I sympathize on the roommate front--I was SO HAPPY when I moved into my own place, and would make quite a few sacrifices before sharing again..certainly not with a fridge Nazi!

Honestly, the most mustachian thing would be to look for a different roommate situation. My brother, for instance, shared with a guy who traveled all the time for work so he had a lot of privacy. Roommate mostly wanted a home base to store his stuff and get his mail. There are better situations than you have now.

Other choices: put the word out. A lot of the best housing situations are word of mouth--tenants recommend other tenants and it never gets advertised. Any possibility of being flexible with neighborhoods? Long-term House-sitting (like for a professor on sabbatical)? Micro-apartments? A new job (that seems extreme, but one of the reasons I chose not to pursue jobs in HCOL after college was having a low salary and not wanting to have to have roommates).

Then it's mostly about how you want to balance the now and the later. How badly do you want RE? FI is much easier to achieve. Also, keep in mind that the rules of thumb about how much to spend on housing are based on people who also carry debt of other kinds. So you have a little more flexibility but again, how much future do you want to buy?

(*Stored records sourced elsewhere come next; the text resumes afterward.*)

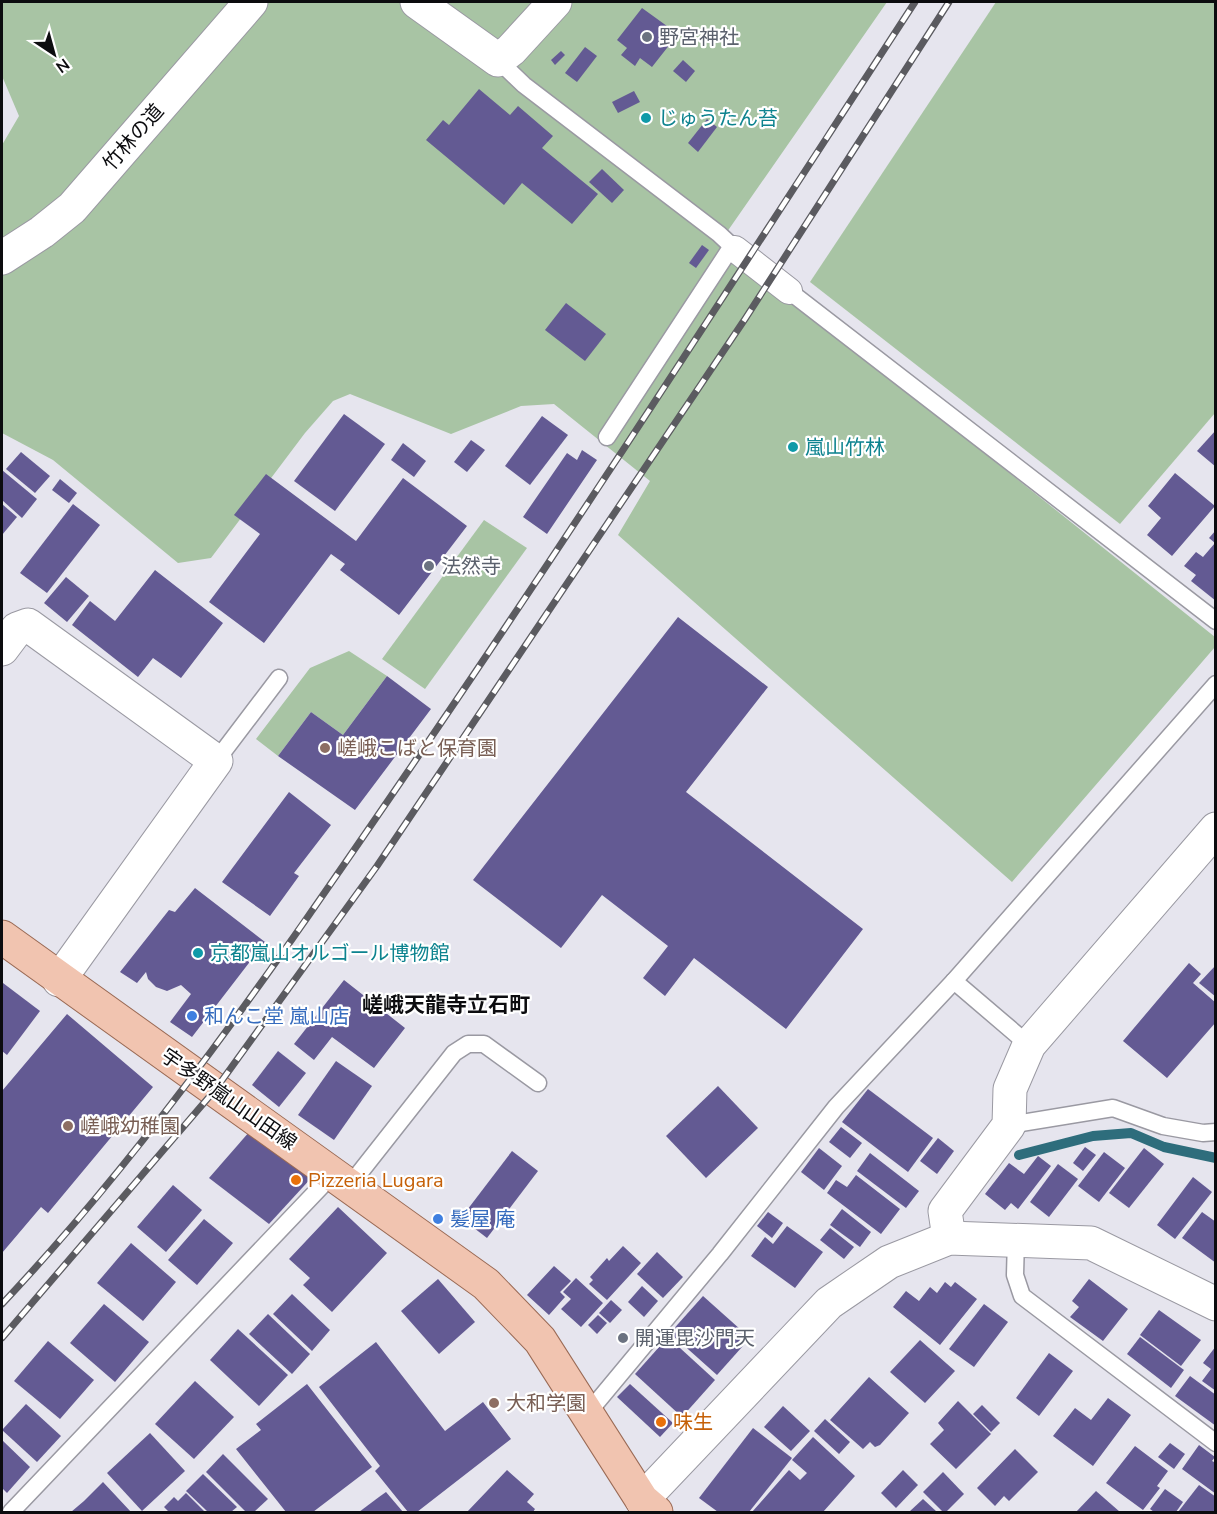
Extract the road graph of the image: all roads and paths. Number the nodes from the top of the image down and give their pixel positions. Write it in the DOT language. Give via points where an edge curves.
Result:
graph roads {
  1 [pos="251,2"];
  2 [pos="417,2"];
  3 [pos="555,2"];
  4 [pos="498,60"];
  5 [pos="733,248"];
  6 [pos="2,258"];
  7 [pos="789,291"];
  8 [pos="607,437"];
  9 [pos="1215,621"];
  10 [pos="2,649"];
  11 [pos="279,678"];
  12 [pos="1215,684"];
  13 [pos="216,761"];
  14 [pos="1215,829"];
  15 [pos="2,937"];
  16 [pos="59,980"];
  17 [pos="954,981"];
  18 [pos="1029,1046"];
  19 [pos="538,1083"];
  20 [pos="1009,1125"];
  21 [pos="1215,1132"];
  22 [pos="342,1179"];
  23 [pos="949,1238"];
  24 [pos="1016,1239"];
  25 [pos="1215,1304"];
  26 [pos="587,1414"];
  27 [pos="1215,1443"];
  28 [pos="641,1508"];
  29 [pos="11,1512"];
  1 -- 6 [label="street, 竹林の道" via="72,208"];
  2 -- 4 [label="street"];
  3 -- 4 [label="street"];
  4 -- 5 [label="lane" via="524,85"];
  5 -- 7 [label="street"];
  5 -- 8 [label="lane"];
  7 -- 9 [label="lane"];
  10 -- 13 [label="street" via="17,629 28,625"];
  11 -- 13 [label="lane"];
  12 -- 17 [label="lane"];
  13 -- 16 [label="street"];
  14 -- 18 [label="street"];
  15 -- 16 [label="main road, 宇多野嵐山山田線"];
  16 -- 22 [label="main road, 宇多野嵐山山田線"];
  17 -- 18 [label="lane"];
  17 -- 26 [label="lane" via="836,1107"];
  18 -- 20 [label="street" via="1010,1089"];
  19 -- 22 [label="lane" via="484,1044 468,1044 453,1053"];
  20 -- 21 [label="lane" via="1113,1108 1163,1126"];
  20 -- 23 [label="street" via="945,1211"];
  22 -- 26 [label="main road, 宇多野嵐山山田線" via="486,1284 540,1340"];
  22 -- 29 [label="lane"];
  23 -- 24 [label="street"];
  23 -- 28 [label="street" via="889,1262 829,1303"];
  24 -- 25 [label="street" via="1091,1243"];
  24 -- 27 [label="lane" via="1015,1275 1022,1296"];
  26 -- 28 [label="main road, 宇多野嵐山山田線"];
}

Thanks, this is great. Yes, I almost think that if I had my own place and I were the one renting to someone else, it would be better. In college I sort of had this situation where my parents rented a house to me and my sister and we had a friend of ours room with us. I don't think I felt cramped by her because I didn't have to live by her rules.

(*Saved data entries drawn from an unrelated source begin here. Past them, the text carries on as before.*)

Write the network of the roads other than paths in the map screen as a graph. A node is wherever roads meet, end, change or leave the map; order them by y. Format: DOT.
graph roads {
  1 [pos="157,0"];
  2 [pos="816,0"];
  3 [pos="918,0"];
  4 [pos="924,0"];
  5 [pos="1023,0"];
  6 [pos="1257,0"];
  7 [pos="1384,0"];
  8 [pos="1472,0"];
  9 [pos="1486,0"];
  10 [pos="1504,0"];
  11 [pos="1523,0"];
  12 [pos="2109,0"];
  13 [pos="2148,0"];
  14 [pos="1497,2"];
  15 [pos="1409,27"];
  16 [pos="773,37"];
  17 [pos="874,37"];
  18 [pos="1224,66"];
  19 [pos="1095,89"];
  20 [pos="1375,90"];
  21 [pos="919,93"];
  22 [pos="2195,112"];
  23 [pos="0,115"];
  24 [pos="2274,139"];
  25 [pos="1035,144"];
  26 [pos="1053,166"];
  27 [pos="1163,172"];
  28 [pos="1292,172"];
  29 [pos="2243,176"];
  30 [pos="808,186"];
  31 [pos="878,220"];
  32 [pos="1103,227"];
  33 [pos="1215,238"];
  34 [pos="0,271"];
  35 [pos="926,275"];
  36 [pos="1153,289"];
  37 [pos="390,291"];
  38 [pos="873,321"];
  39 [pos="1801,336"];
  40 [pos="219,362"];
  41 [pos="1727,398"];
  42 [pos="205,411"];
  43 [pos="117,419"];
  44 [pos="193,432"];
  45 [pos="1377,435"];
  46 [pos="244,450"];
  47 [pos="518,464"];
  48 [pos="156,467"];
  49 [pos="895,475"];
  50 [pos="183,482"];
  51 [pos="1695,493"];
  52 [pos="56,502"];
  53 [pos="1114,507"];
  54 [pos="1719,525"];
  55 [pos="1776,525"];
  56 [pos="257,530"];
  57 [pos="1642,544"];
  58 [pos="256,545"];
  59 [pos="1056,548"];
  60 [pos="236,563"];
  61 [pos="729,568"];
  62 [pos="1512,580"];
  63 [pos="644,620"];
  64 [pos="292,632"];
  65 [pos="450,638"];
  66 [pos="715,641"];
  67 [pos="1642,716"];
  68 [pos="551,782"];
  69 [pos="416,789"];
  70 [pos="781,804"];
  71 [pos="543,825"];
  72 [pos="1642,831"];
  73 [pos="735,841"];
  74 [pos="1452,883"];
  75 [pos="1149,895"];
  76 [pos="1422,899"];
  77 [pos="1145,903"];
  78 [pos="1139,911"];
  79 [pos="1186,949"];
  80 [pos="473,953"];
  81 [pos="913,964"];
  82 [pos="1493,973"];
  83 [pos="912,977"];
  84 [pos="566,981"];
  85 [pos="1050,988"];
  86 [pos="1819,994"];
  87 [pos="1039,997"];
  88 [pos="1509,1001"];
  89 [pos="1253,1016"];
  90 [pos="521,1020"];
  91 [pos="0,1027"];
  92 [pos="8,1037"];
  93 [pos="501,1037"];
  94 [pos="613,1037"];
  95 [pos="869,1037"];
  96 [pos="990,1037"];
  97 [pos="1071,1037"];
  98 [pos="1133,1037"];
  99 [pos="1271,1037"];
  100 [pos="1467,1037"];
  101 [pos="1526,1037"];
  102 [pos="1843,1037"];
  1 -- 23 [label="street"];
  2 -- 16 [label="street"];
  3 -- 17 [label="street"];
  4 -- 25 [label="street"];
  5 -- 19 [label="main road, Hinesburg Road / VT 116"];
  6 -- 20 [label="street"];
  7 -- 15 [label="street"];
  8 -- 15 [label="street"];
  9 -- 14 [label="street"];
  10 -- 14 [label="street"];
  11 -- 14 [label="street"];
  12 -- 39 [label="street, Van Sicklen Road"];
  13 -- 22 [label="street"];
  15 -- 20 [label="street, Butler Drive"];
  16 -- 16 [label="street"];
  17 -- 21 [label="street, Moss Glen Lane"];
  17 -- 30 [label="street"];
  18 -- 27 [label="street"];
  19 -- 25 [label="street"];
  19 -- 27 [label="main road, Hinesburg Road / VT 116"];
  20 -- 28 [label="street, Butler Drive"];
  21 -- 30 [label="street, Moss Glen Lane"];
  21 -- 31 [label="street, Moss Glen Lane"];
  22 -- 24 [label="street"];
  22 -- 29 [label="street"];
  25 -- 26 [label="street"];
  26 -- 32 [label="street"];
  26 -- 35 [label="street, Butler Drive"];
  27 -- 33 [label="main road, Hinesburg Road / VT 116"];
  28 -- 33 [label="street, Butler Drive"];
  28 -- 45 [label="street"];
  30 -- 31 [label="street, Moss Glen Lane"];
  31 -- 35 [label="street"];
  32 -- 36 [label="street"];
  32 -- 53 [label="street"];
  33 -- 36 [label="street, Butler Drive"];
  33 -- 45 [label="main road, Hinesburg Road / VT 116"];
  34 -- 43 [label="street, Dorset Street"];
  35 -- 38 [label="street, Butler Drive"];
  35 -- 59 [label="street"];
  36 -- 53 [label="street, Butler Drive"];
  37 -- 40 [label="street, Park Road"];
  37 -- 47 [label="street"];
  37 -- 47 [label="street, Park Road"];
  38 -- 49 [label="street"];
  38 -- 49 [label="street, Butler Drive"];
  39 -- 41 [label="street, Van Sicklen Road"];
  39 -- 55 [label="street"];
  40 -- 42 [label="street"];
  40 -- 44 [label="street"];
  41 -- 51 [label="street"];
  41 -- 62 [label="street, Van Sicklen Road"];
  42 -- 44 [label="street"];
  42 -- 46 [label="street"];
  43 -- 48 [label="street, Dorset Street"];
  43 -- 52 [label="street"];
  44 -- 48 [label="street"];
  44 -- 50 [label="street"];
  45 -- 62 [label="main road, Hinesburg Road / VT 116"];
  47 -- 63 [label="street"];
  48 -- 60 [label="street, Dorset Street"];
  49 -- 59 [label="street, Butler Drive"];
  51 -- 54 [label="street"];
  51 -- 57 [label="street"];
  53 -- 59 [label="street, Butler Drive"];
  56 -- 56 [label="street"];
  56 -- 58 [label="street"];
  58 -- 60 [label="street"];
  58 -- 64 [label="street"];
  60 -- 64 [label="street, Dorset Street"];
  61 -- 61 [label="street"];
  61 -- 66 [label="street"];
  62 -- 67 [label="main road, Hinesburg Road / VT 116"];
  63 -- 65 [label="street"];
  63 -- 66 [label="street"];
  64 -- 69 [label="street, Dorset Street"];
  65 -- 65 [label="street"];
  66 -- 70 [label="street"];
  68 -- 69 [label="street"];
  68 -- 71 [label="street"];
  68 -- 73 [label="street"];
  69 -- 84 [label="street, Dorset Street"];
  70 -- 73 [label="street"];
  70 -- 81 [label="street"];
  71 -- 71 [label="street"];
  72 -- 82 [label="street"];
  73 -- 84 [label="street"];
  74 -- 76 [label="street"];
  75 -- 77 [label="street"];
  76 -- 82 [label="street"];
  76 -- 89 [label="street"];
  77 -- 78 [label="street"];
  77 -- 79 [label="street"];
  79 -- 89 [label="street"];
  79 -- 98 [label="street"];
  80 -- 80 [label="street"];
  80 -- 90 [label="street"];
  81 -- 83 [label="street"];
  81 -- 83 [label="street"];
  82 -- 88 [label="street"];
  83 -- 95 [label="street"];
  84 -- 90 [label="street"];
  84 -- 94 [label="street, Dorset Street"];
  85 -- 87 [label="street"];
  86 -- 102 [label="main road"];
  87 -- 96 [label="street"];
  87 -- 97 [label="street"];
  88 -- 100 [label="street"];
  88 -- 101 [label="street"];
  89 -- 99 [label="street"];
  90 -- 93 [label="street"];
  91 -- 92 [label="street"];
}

I would be more than happy to live in a cheaper neighborhood as long it was safe, which is not always easy to do in Kansas City. I currently live in very charming, old and somewhat cosmopolitan neighborhoods, but I've been stolen from twice, even here (granted, we are only a few short blocks from the "ghetto"). As a young, single woman, I always find this a challenge when looking for something affordable. Up north, there are some very nice small, lower income towns that appeal to me, but the huge increase in distance couldn't really be justified for my commute. I cringe a bit at going into an apartment complex, but for the right price, it might be a good move.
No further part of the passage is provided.